Cheryl Stark, statuesque and blonde, exuding a strength mixed with irrepressible humor, died at the age of 70 on Jan. 2 in her home in West Tisbury. This past Sunday afternoon, scores of Vineyarders and, from off-Island, family, friends, and fans, assembled under the rafters of the Agricultural Hall to celebrate Ms. Stark’s life, and the important part she played in theirs.
She was one of our icons, a larger-than-life figure, a jeweler, a philanthropist, and a cutup whose loss seems to drain away some of the light from our Island.
Ms. Stark, originally from Texas, arrived here in 1966, fresh from jewelrymaking studies at the Museum School in Boston.
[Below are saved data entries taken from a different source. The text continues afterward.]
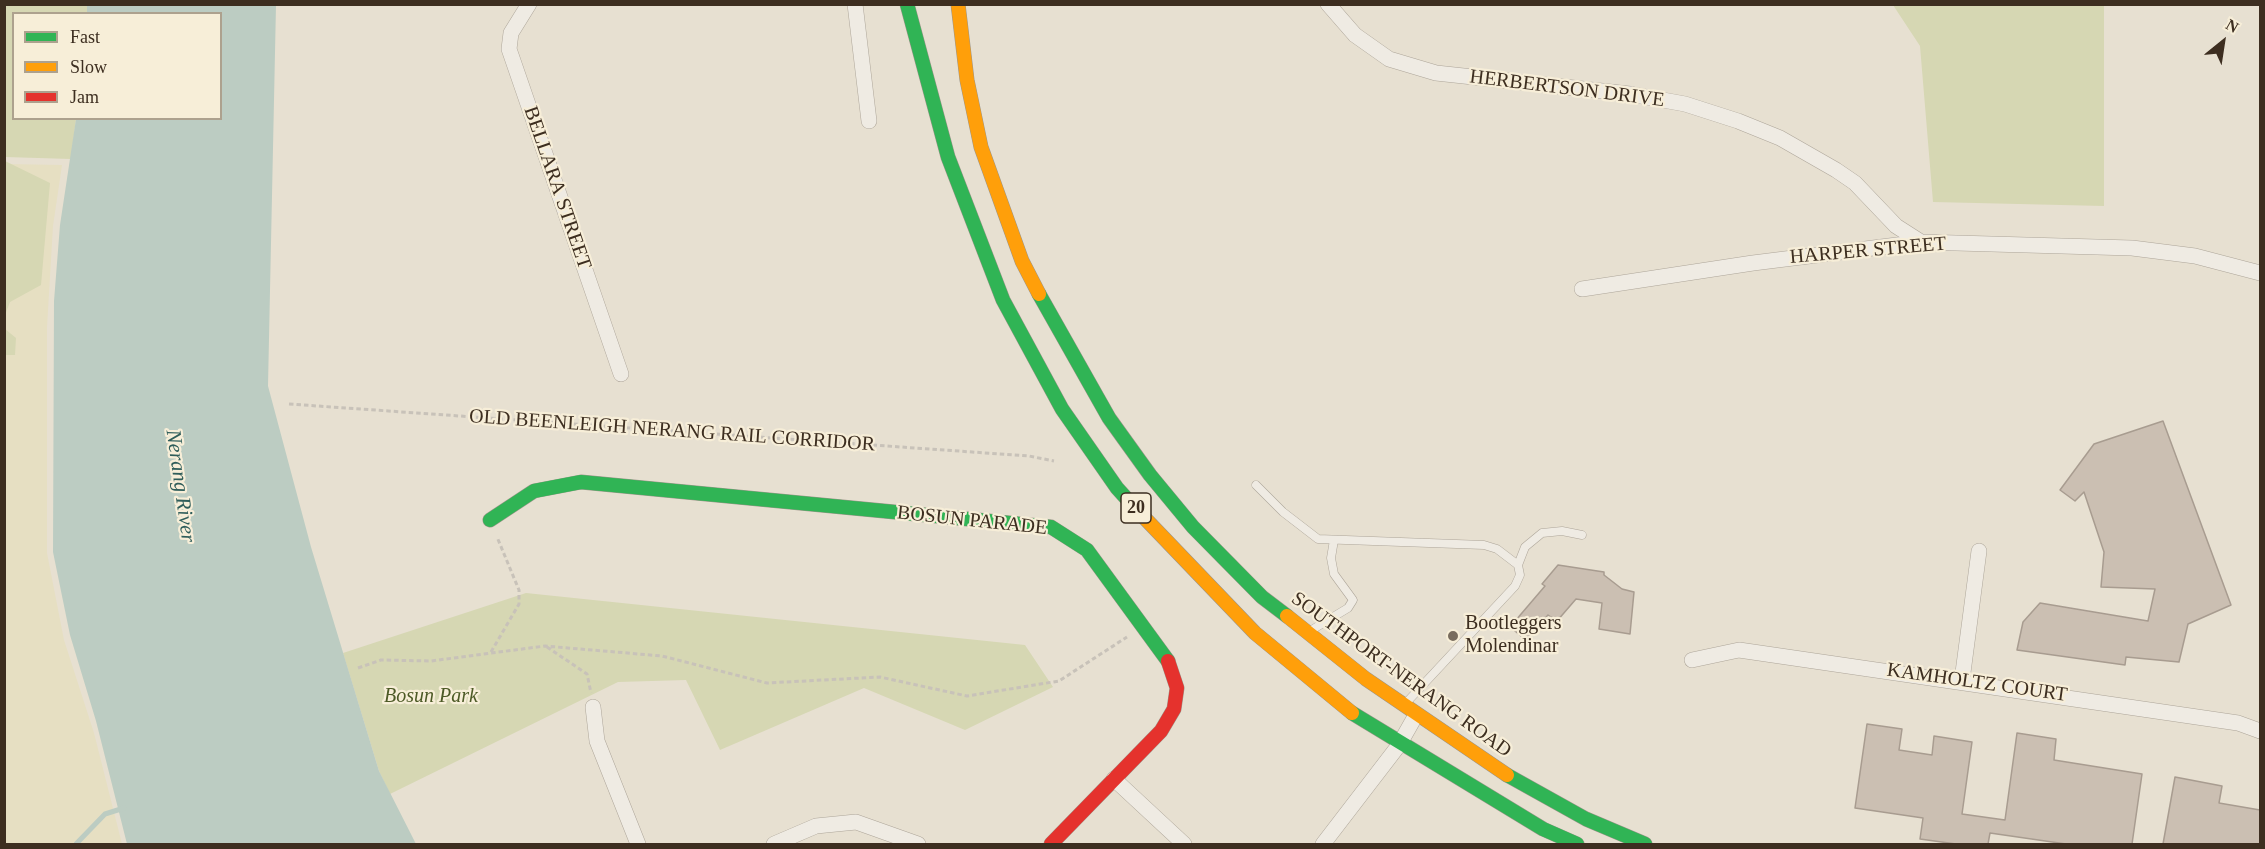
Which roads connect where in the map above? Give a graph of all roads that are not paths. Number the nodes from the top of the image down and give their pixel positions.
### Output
1 (529, 4) edge
2 (855, 4) edge
3 (908, 4) edge
4 (958, 4) edge
5 (1328, 4) edge
6 (869, 121) dead end
7 (1922, 242) junction
8 (2260, 273) edge
9 (1582, 289) dead end
10 (621, 374) dead end
11 (1256, 485) dead end
12 (490, 520) road end
13 (1582, 535) dead end
14 (1334, 540) junction
15 (1979, 551) dead end
16 (1518, 565) junction
17 (1306, 633) junction
18 (1692, 660) dead end
19 (1962, 680) junction
20 (1403, 706) junction
21 (593, 707) road end
22 (1416, 716) junction
23 (2260, 731) edge
24 (1399, 745) junction
25 (1114, 779) junction
26 (639, 844) edge
27 (774, 844) edge
28 (918, 844) edge
29 (1051, 844) edge
30 (1184, 844) edge
31 (1323, 844) edge
32 (1577, 844) edge
33 (1645, 844) edge

1 - 10 street, BELLARA STREET
2 - 6 street
3 - 24 main road, 20
4 - 17 main road, SOUTHPORT-NERANG ROAD / 20
5 - 7 street, HERBERTSON DRIVE
7 - 8 street, HARPER STREET
7 - 9 street, HARPER STREET
11 - 14 lane
12 - 25 main road, BOSUN PARADE
13 - 16 lane
14 - 16 lane
14 - 17 lane
15 - 19 street
16 - 20 lane
17 - 20 main road, SOUTHPORT-NERANG ROAD / 20
18 - 19 street, KAMHOLTZ COURT
19 - 23 street, KAMHOLTZ COURT
20 - 22 main road, SOUTHPORT-NERANG ROAD / 20
21 - 26 street
22 - 24 street
22 - 33 main road, SOUTHPORT-NERANG ROAD / 20
24 - 31 street
24 - 32 main road, 20
25 - 29 main road, BOSUN PARADE
25 - 30 street
27 - 28 street

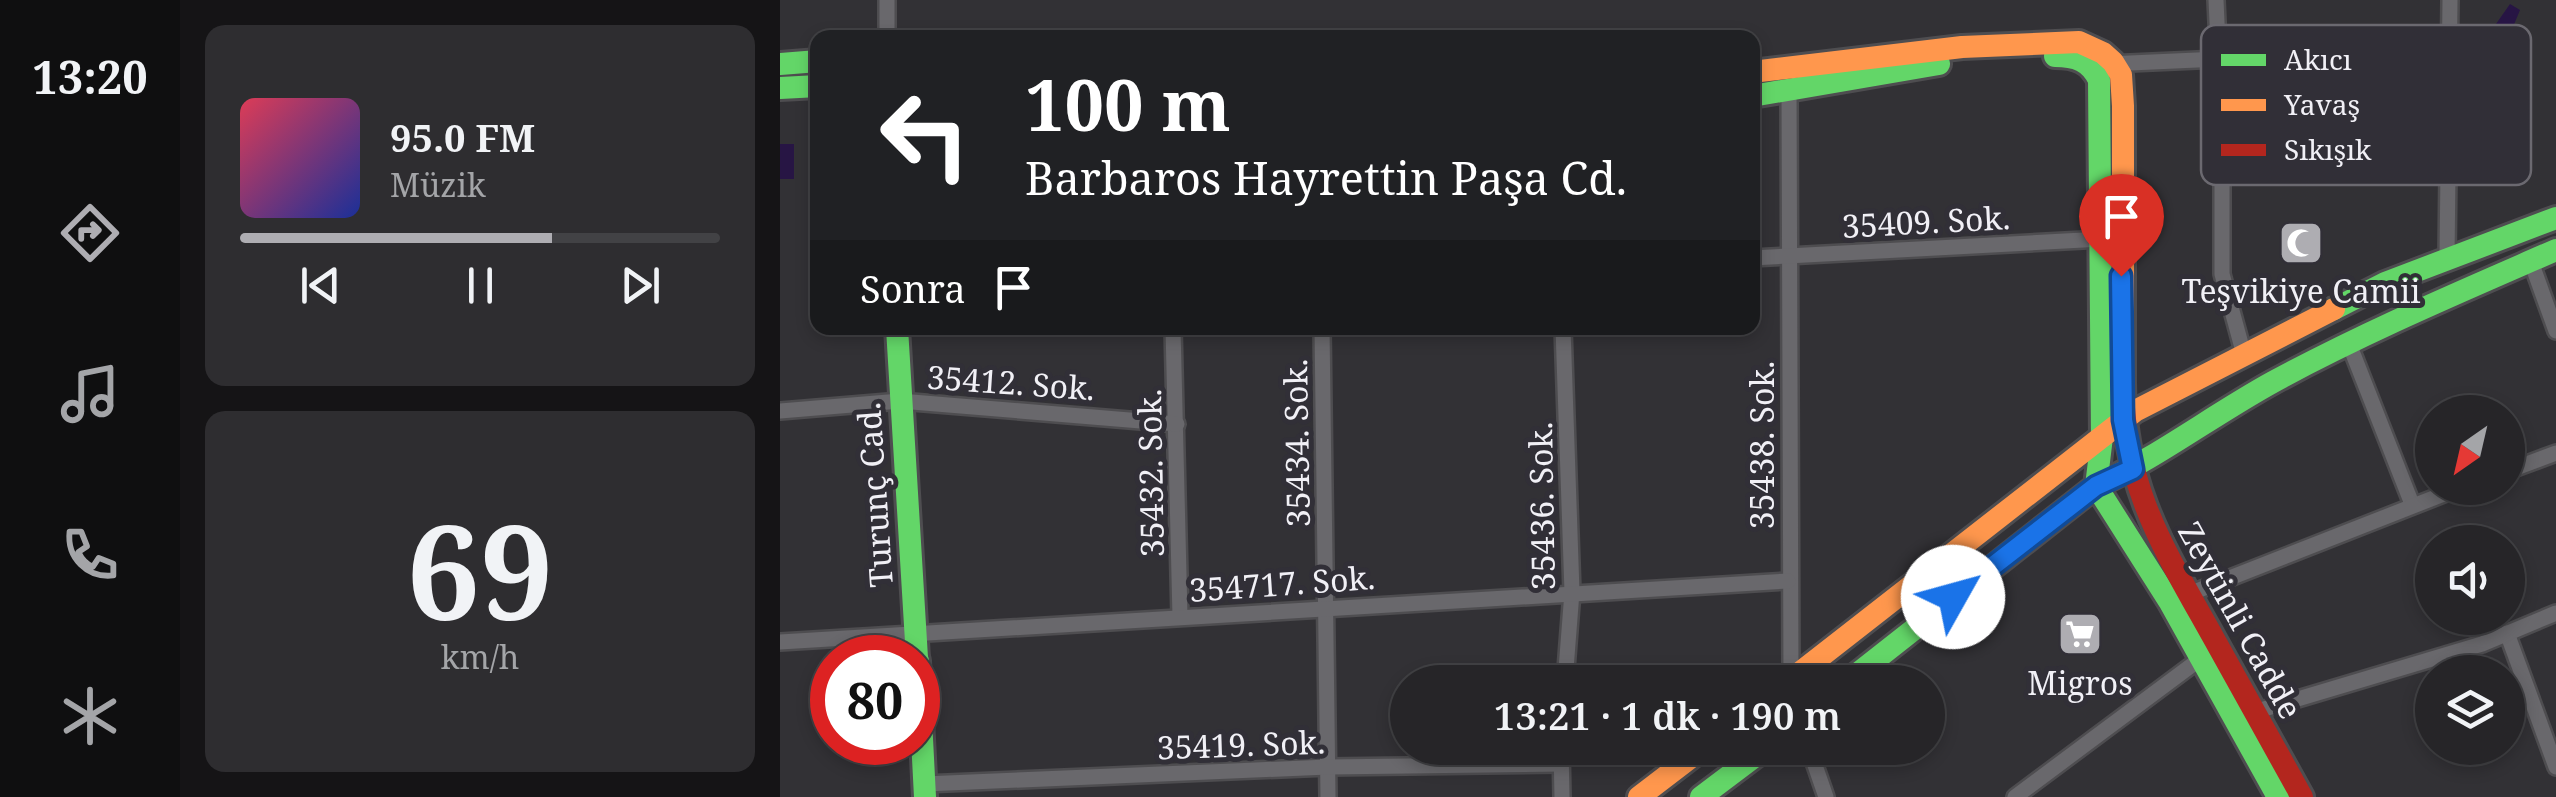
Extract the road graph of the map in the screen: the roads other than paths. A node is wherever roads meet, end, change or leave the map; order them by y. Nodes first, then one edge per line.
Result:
1 (887, 0) edge
2 (2216, 0) edge
3 (2450, 0) edge
4 (2217, 25) edge
5 (2450, 25) edge
6 (887, 30) edge
7 (2201, 59) edge
8 (810, 62) edge
9 (780, 64) edge
10 (2103, 65) junction
11 (1760, 71) edge
12 (810, 86) edge
13 (780, 88) edge
14 (1789, 90) junction
15 (1760, 95) edge
16 (2222, 185) edge
17 (2448, 185) edge
18 (2556, 218) edge
19 (2102, 239) junction
20 (2556, 250) edge
21 (1789, 256) junction
22 (2447, 256) junction
23 (1760, 258) edge
24 (2530, 259) junction
25 (2556, 331) edge
26 (898, 335) edge
27 (1173, 335) edge
28 (1322, 335) edge
29 (1563, 335) edge
30 (2348, 341) junction
31 (2244, 355) junction
32 (900, 402) junction
33 (780, 411) edge
34 (2123, 420) junction
35 (1178, 424) junction
36 (2102, 437) junction
37 (2556, 454) edge
38 (2525, 464) edge
39 (2133, 469) junction
40 (2096, 486) junction
41 (2415, 503) edge
42 (2412, 504) junction
43 (1788, 581) junction
44 (1572, 592) junction
45 (2189, 594) junction
46 (1326, 608) junction
47 (2556, 613) edge
48 (1180, 617) junction
49 (2525, 625) edge
50 (916, 635) edge
51 (2500, 635) edge
52 (2507, 635) edge
53 (780, 642) edge
54 (810, 644) edge
55 (940, 648) edge
56 (2200, 658) junction
57 (1567, 665) edge
58 (1789, 665) edge
59 (1810, 665) edge
60 (1869, 665) edge
61 (2254, 712) junction
62 (1390, 764) edge
63 (924, 765) edge
64 (1560, 765) edge
65 (1681, 765) edge
66 (1743, 765) edge
67 (1815, 765) edge
68 (2556, 766) edge
69 (1328, 767) junction
70 (925, 790) edge
71 (1328, 797) edge
72 (1562, 797) edge
73 (1639, 797) edge
74 (1701, 797) edge
75 (1826, 797) edge
76 (2015, 797) edge
77 (2278, 797) edge
78 (2302, 797) edge

1 - 6 street
2 - 4 street
3 - 5 street
7 - 10 street
8 - 9 main road
10 - 11 main road
10 - 14 main road
10 - 19 main road
10 - 34 main road, Zeytinli Cadde
12 - 13 main road
14 - 15 main road
14 - 21 street, 35438. Sok.
16 - 31 street
17 - 22 street
18 - 22 main road
19 - 21 street, 35409. Sok.
19 - 36 main road
20 - 24 main road
21 - 23 street, 35409. Sok.
21 - 43 street, 35438. Sok.
22 - 31 main road
24 - 25 street
24 - 30 main road
26 - 32 main road, Turunç Cad.
27 - 35 street, 35432. Sok.
28 - 46 street, 35434. Sok.
29 - 44 street, 35436. Sok.
30 - 39 main road
30 - 42 street
31 - 34 main road
32 - 33 street, 35412. Sok.
32 - 35 street, 35412. Sok.
32 - 50 main road, Turunç Cad.
34 - 36 main road
34 - 39 main road, Zeytinli Cadde
35 - 48 street, 35432. Sok.
36 - 40 main road
36 - 59 main road
37 - 38 street
39 - 40 main road
39 - 45 main road, Zeytinli Cadde
40 - 56 main road, Zeytinli Cadde
40 - 60 main road
41 - 42 street
42 - 45 street
43 - 44 street, 354717. Sok.
43 - 58 street, 35438. Sok.
44 - 46 street, 354717. Sok.
44 - 57 street, 35436. Sok.
45 - 61 main road, Zeytinli Cadde
46 - 48 street, 354717. Sok.
46 - 69 street, 35434. Sok.
47 - 49 street
48 - 55 street, 354717. Sok.
51 - 61 street
52 - 68 street
53 - 54 street, 354717. Sok.
56 - 76 street
56 - 77 main road, Zeytinli Cadde
61 - 78 main road, Zeytinli Cadde
62 - 69 street, 35419. Sok.
63 - 70 main road, Turunç Cad.
64 - 72 street
65 - 73 main road
66 - 74 main road
67 - 75 street
69 - 70 street, 35419. Sok.
69 - 71 street, 35434. Sok.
Before long she was selling her own jewelry, along with some fellow arts-and-crafters, at a stall at the end of Union Street in Vineyard Haven. In a couple of years she had her own shop down near the harbor, where the Black Dog Bakery is located today.
It was the perfect location for the loquacious young woman with a broad grin as she greeted pals streaming from the ferry. One of those fresh-off-the-boat people was Margery Meltzer from Johnstown, Pa. The meeting was life-changing. Cheryl taught Margery jewelrymaking, and they became partners in business and in life. They made the jump from funky to glamorous when they opened the gleaming CB Stark Jewelers on Main Street in Vineyard Haven.
At the gathering on Sunday, old friends told stories. Mary Breslauer said, “She was incredibly cool with who she was, even back in the ’70s when gay wasn’t cool. With Cheryl it was always cool, being proud of who you are.” Ms. Breslauer reminisced about the days when the Hot Tin Roof opened its doors to great bands and evening revelers: “Everyone danced, men with men, women with women.” It was groundbreaking, and Cheryl helped to make it so.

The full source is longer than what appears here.